= Work instruction =
Return the data below unaltered, but strip out the pictures.
== Data ==
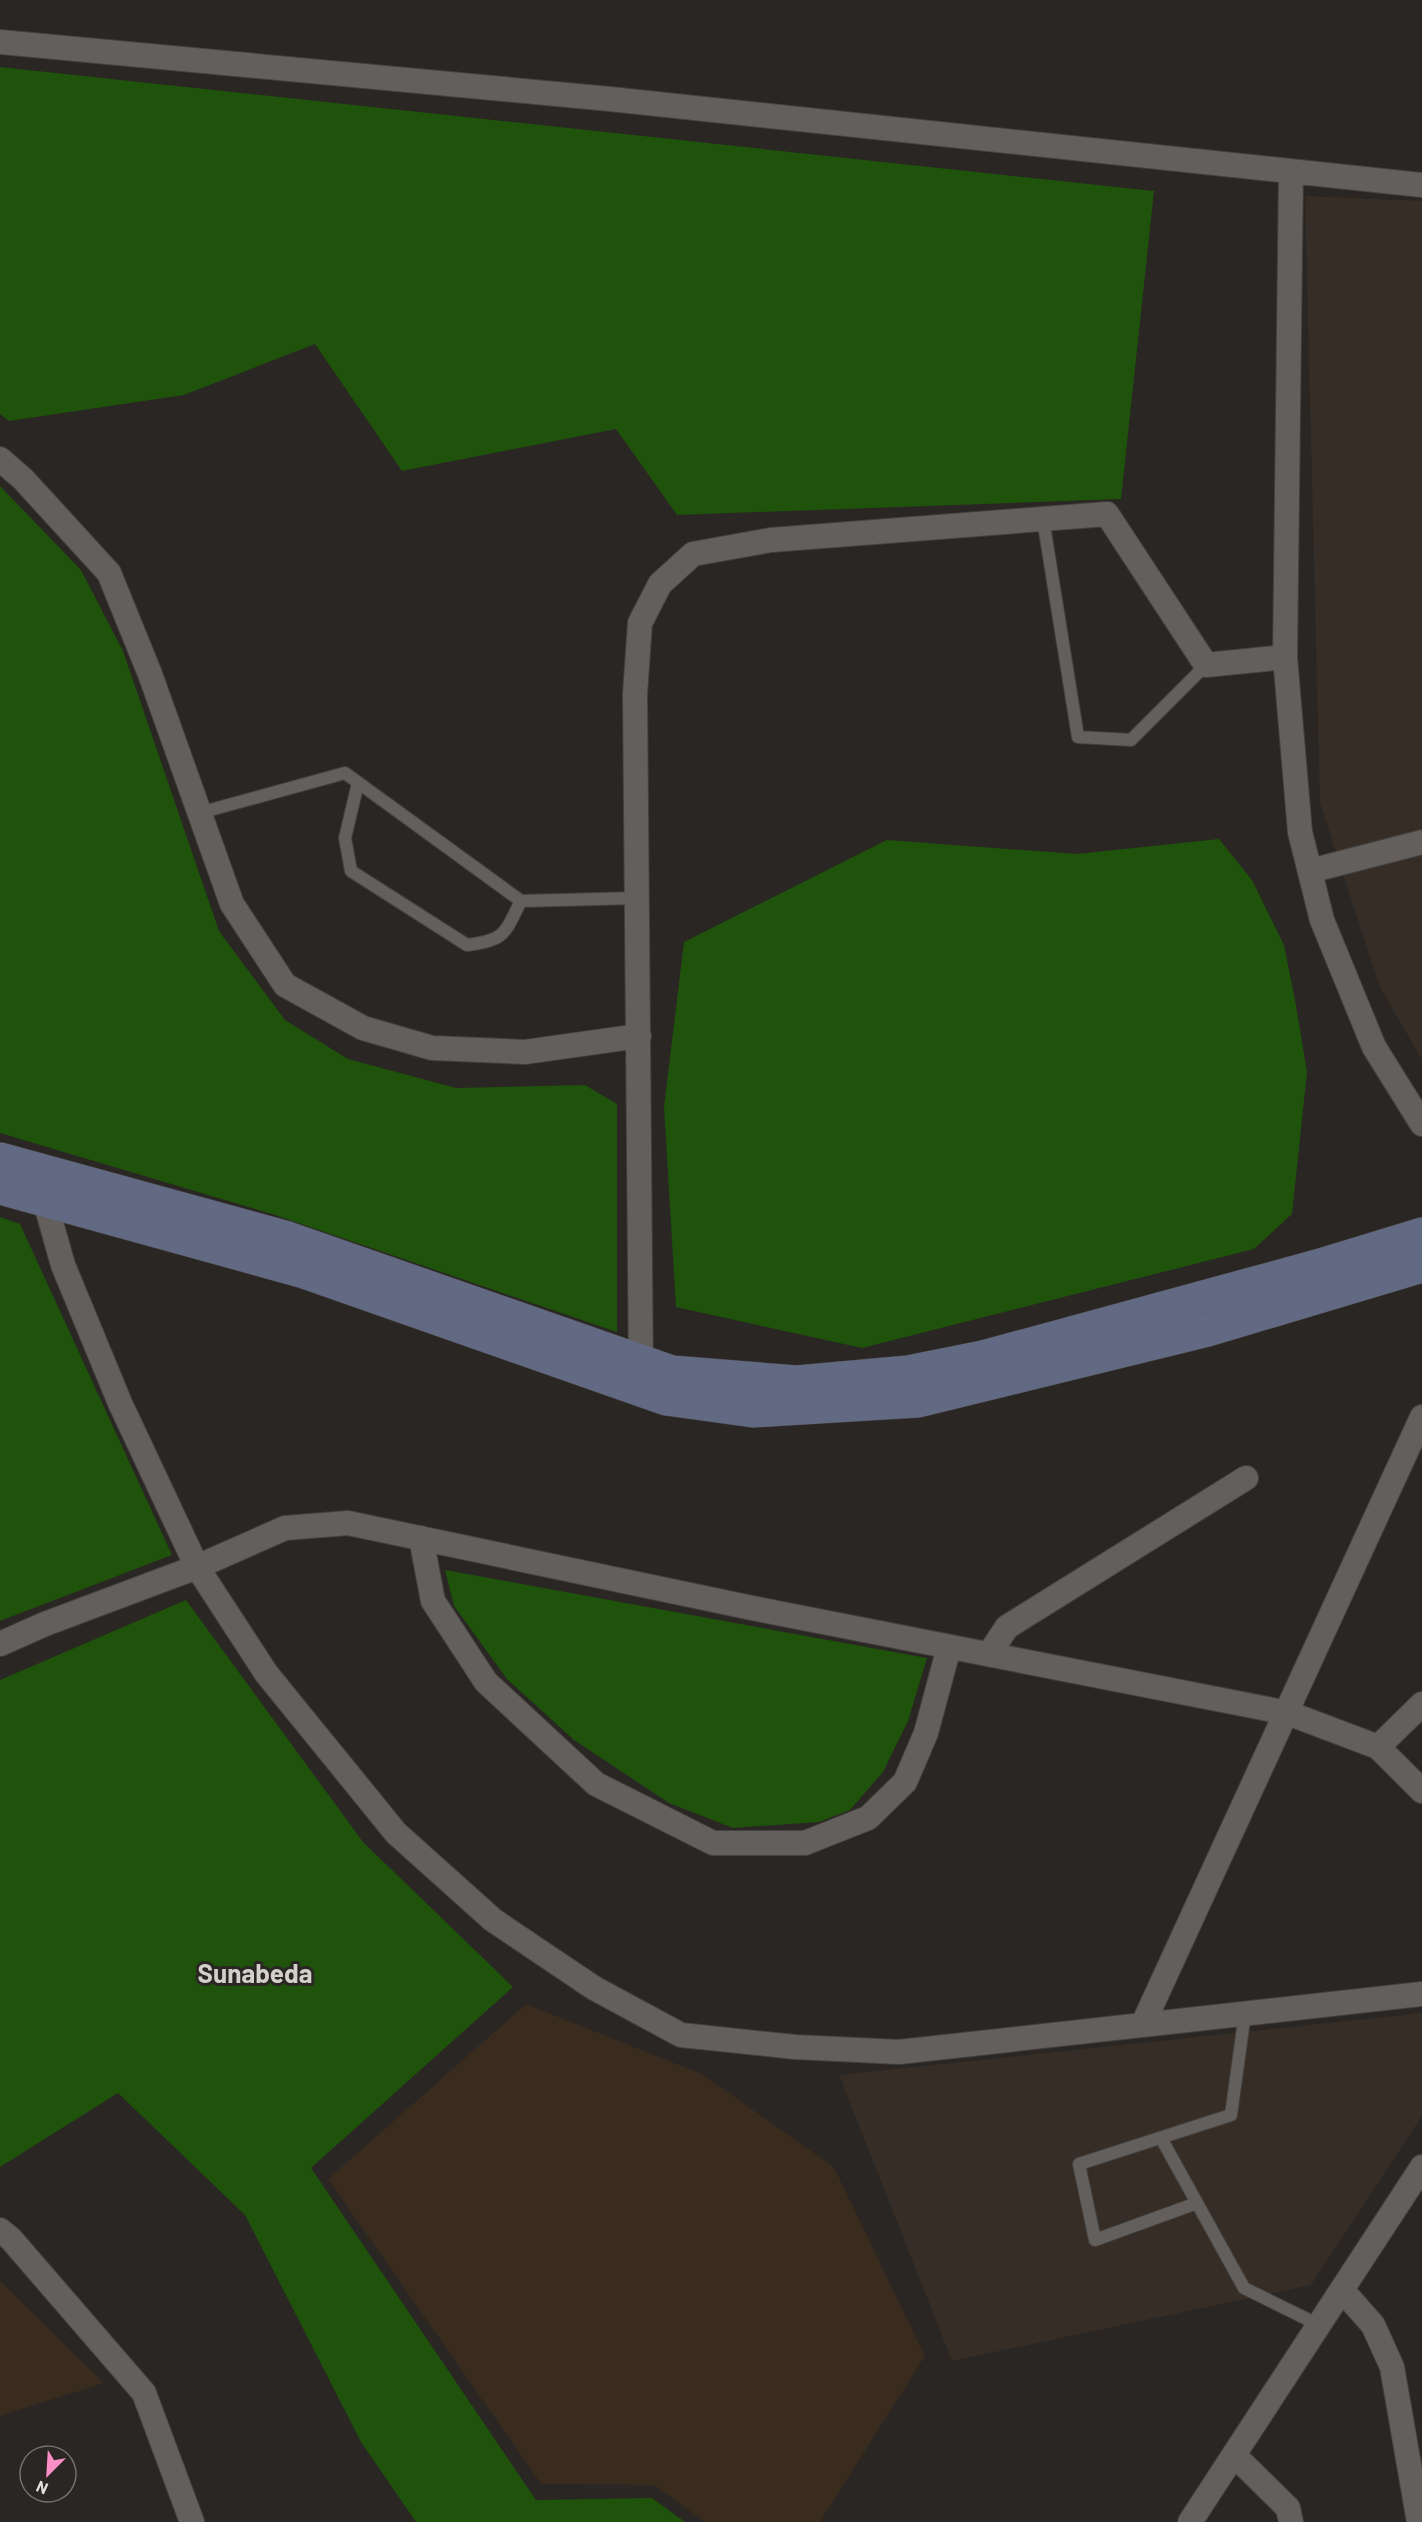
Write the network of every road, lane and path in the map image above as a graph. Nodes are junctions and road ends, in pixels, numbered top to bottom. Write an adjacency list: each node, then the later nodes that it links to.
1 (0, 42): 2 (street)
2 (1291, 171): 3 (street); 6 (street)
3 (1422, 185)
4 (0, 459): 9 (street)
5 (1043, 519): 7 (street); 7 (lane); 12 (street)
6 (1285, 657): 7 (street); 11 (street)
7 (1206, 665)
8 (358, 783): 9 (lane); 13 (lane); 13 (lane)
9 (200, 813): 14 (street)
10 (1422, 842): 11 (street)
11 (1310, 871): 15 (street)
12 (637, 898): 13 (lane); 14 (street)
13 (520, 901)
14 (639, 1036): 21 (street)
15 (1422, 1124)
16 (0, 1159): 17 (street)
17 (41, 1185): 18 (street); 21 (street); 25 (street)
18 (0, 1188)
19 (1422, 1234): 21 (street)
20 (1422, 1266): 21 (street)
21 (641, 1375)
22 (1420, 1429): 30 (street)
23 (1246, 1478): 28 (street)
24 (421, 1538): 25 (street); 27 (street); 27 (street)
25 (197, 1567): 26 (street); 35 (street)
26 (0, 1644)
27 (949, 1647): 28 (street)
28 (989, 1654): 30 (street)
29 (1422, 1704): 31 (street)
30 (1288, 1713): 31 (street); 35 (street)
31 (1378, 1747): 32 (street)
32 (1422, 1791)
33 (1422, 1994): 34 (street)
34 (1245, 2013): 35 (street); 36 (lane)
35 (1143, 2025)
36 (1161, 2138): 38 (lane); 38 (lane)
37 (1422, 2167): 40 (street)
38 (1197, 2203): 41 (lane)
39 (0, 2230): 43 (street)
40 (1342, 2290): 41 (street); 46 (street)
41 (1319, 2325): 42 (street)
42 (1234, 2455): 44 (street); 45 (street)
43 (192, 2522)
44 (1190, 2522)
45 (1291, 2522)
46 (1419, 2522)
===
= Task solution =
Write the network of every road, lane and path in the map image above as a graph. Nodes are junctions and road ends, in pixels, numbered top to bottom. Write an adjacency list: each node, then the later nodes that it links to.
1 (0, 42): 2 (street)
2 (1291, 171): 3 (street); 6 (street)
3 (1422, 185)
4 (0, 459): 9 (street)
5 (1043, 519): 7 (street); 7 (lane); 12 (street)
6 (1285, 657): 7 (street); 11 (street)
7 (1206, 665)
8 (358, 783): 9 (lane); 13 (lane); 13 (lane)
9 (200, 813): 14 (street)
10 (1422, 842): 11 (street)
11 (1310, 871): 15 (street)
12 (637, 898): 13 (lane); 14 (street)
13 (520, 901)
14 (639, 1036): 21 (street)
15 (1422, 1124)
16 (0, 1159): 17 (street)
17 (41, 1185): 18 (street); 21 (street); 25 (street)
18 (0, 1188)
19 (1422, 1234): 21 (street)
20 (1422, 1266): 21 (street)
21 (641, 1375)
22 (1420, 1429): 30 (street)
23 (1246, 1478): 28 (street)
24 (421, 1538): 25 (street); 27 (street); 27 (street)
25 (197, 1567): 26 (street); 35 (street)
26 (0, 1644)
27 (949, 1647): 28 (street)
28 (989, 1654): 30 (street)
29 (1422, 1704): 31 (street)
30 (1288, 1713): 31 (street); 35 (street)
31 (1378, 1747): 32 (street)
32 (1422, 1791)
33 (1422, 1994): 34 (street)
34 (1245, 2013): 35 (street); 36 (lane)
35 (1143, 2025)
36 (1161, 2138): 38 (lane); 38 (lane)
37 (1422, 2167): 40 (street)
38 (1197, 2203): 41 (lane)
39 (0, 2230): 43 (street)
40 (1342, 2290): 41 (street); 46 (street)
41 (1319, 2325): 42 (street)
42 (1234, 2455): 44 (street); 45 (street)
43 (192, 2522)
44 (1190, 2522)
45 (1291, 2522)
46 (1419, 2522)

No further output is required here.